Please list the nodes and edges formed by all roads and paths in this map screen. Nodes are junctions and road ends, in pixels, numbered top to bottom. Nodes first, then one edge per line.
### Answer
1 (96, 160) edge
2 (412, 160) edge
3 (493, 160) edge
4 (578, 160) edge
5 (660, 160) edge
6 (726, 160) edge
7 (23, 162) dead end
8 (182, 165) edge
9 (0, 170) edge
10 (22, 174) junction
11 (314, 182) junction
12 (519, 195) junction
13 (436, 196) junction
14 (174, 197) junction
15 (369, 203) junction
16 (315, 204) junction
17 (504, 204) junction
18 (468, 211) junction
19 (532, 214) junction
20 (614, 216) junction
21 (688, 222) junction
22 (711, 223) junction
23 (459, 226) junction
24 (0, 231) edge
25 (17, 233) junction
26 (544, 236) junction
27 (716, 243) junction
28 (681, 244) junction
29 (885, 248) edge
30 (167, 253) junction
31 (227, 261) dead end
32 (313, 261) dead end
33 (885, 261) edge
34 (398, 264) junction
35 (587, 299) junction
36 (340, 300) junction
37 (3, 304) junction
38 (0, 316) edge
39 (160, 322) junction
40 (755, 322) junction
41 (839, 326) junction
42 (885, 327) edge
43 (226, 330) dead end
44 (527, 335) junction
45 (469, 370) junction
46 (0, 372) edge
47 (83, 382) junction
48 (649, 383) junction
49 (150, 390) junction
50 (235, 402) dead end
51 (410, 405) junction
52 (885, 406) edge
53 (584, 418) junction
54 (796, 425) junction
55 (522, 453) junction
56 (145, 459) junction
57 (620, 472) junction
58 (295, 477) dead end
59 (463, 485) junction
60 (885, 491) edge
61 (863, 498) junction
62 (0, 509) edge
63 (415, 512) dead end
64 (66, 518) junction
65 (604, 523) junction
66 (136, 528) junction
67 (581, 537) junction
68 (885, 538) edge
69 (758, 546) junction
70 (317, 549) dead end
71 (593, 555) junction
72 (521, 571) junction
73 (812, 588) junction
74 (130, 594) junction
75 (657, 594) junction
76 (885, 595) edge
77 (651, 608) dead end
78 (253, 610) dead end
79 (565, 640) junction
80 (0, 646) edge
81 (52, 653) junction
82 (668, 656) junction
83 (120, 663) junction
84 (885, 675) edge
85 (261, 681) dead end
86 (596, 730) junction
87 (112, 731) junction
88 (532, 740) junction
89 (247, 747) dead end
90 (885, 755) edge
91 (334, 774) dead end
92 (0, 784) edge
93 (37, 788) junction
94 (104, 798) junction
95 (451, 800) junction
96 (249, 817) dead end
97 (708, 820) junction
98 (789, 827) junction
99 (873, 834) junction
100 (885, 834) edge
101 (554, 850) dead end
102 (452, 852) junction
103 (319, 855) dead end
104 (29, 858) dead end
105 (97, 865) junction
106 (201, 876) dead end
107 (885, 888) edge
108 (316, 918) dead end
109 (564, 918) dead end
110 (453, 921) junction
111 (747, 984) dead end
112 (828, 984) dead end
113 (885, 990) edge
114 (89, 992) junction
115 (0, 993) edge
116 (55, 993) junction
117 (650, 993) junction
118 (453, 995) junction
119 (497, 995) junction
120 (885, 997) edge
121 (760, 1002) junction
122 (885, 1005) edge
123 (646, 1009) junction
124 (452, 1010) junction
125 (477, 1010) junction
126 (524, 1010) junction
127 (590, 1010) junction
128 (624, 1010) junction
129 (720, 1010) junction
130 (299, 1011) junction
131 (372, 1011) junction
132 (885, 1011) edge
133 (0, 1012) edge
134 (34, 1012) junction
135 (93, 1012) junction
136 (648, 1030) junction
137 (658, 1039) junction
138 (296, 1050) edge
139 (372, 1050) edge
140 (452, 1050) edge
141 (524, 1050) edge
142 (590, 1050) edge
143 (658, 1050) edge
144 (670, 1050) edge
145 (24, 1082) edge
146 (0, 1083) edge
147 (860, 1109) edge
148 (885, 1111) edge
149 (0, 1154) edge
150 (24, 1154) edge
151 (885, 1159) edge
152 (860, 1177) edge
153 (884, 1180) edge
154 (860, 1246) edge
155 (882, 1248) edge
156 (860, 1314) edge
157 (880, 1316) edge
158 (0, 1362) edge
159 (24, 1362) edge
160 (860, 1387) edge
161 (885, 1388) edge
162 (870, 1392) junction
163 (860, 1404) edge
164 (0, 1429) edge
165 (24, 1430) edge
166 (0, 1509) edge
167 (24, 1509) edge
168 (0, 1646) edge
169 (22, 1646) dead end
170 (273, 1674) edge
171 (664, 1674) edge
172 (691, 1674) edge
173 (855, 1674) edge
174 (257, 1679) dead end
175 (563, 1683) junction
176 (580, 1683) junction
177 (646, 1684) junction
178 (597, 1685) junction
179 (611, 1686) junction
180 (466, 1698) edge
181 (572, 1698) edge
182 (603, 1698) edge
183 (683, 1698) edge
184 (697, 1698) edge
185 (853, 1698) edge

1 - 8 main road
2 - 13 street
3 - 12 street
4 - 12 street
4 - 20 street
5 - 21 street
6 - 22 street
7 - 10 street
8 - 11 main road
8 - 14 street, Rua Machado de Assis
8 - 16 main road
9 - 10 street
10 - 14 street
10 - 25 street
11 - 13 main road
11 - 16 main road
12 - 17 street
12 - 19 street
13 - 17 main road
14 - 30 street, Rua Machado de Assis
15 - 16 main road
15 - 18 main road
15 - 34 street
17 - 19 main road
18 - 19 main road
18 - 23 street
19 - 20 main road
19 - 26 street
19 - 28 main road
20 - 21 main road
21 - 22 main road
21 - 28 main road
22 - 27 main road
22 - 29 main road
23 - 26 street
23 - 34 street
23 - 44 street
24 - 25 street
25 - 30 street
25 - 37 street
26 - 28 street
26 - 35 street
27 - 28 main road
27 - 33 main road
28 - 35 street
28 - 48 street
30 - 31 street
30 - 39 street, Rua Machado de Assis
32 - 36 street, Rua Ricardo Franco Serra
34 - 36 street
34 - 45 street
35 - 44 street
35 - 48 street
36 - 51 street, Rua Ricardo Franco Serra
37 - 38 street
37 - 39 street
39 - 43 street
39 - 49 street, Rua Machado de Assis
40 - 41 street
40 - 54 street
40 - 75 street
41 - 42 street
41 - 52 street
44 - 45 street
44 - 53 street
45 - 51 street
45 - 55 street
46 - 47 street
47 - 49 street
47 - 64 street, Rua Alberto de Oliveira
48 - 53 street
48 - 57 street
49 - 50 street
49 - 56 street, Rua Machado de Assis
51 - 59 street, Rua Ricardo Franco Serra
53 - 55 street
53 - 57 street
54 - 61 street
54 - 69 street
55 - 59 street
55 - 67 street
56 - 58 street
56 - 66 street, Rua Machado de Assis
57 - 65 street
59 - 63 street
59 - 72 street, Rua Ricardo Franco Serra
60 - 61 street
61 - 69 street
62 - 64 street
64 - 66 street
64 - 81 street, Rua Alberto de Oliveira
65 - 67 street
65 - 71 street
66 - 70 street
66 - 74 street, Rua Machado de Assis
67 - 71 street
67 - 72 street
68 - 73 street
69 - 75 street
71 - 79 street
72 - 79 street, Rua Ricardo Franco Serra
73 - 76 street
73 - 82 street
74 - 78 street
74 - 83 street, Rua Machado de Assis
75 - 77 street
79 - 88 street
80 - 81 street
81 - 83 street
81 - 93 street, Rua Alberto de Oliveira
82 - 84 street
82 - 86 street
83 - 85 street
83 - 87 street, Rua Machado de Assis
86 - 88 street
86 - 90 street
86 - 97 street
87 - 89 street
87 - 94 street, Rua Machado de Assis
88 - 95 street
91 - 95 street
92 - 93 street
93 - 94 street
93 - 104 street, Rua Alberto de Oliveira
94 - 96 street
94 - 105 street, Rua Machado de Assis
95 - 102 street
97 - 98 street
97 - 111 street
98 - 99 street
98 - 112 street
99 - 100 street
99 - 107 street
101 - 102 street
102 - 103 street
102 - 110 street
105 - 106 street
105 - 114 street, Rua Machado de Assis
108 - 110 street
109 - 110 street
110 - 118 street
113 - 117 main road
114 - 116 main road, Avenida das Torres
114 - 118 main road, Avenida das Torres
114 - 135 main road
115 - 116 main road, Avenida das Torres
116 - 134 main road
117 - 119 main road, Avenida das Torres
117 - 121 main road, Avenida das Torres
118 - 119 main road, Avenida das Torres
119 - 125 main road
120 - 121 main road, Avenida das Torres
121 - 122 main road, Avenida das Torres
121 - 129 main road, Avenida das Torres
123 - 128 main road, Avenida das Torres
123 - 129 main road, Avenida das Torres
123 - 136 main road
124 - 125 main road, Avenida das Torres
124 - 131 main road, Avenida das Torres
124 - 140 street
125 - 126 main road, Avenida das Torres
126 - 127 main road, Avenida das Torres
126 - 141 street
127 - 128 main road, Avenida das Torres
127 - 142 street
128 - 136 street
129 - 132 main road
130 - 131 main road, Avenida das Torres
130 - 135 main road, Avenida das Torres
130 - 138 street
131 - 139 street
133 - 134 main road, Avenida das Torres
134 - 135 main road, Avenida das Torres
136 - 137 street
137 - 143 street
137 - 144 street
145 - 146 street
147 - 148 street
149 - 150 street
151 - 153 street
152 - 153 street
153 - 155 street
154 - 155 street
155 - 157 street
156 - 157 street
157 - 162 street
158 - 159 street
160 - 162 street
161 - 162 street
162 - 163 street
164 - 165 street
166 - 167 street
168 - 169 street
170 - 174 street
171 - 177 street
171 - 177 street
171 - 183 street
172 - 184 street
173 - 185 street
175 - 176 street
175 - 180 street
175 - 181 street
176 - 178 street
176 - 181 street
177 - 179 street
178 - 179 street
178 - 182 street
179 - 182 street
———
Would you filter the entries above and keep each line that has the word "Serra"?

_Solved exercise_
32 - 36 street, Rua Ricardo Franco Serra
36 - 51 street, Rua Ricardo Franco Serra
51 - 59 street, Rua Ricardo Franco Serra
59 - 72 street, Rua Ricardo Franco Serra
72 - 79 street, Rua Ricardo Franco Serra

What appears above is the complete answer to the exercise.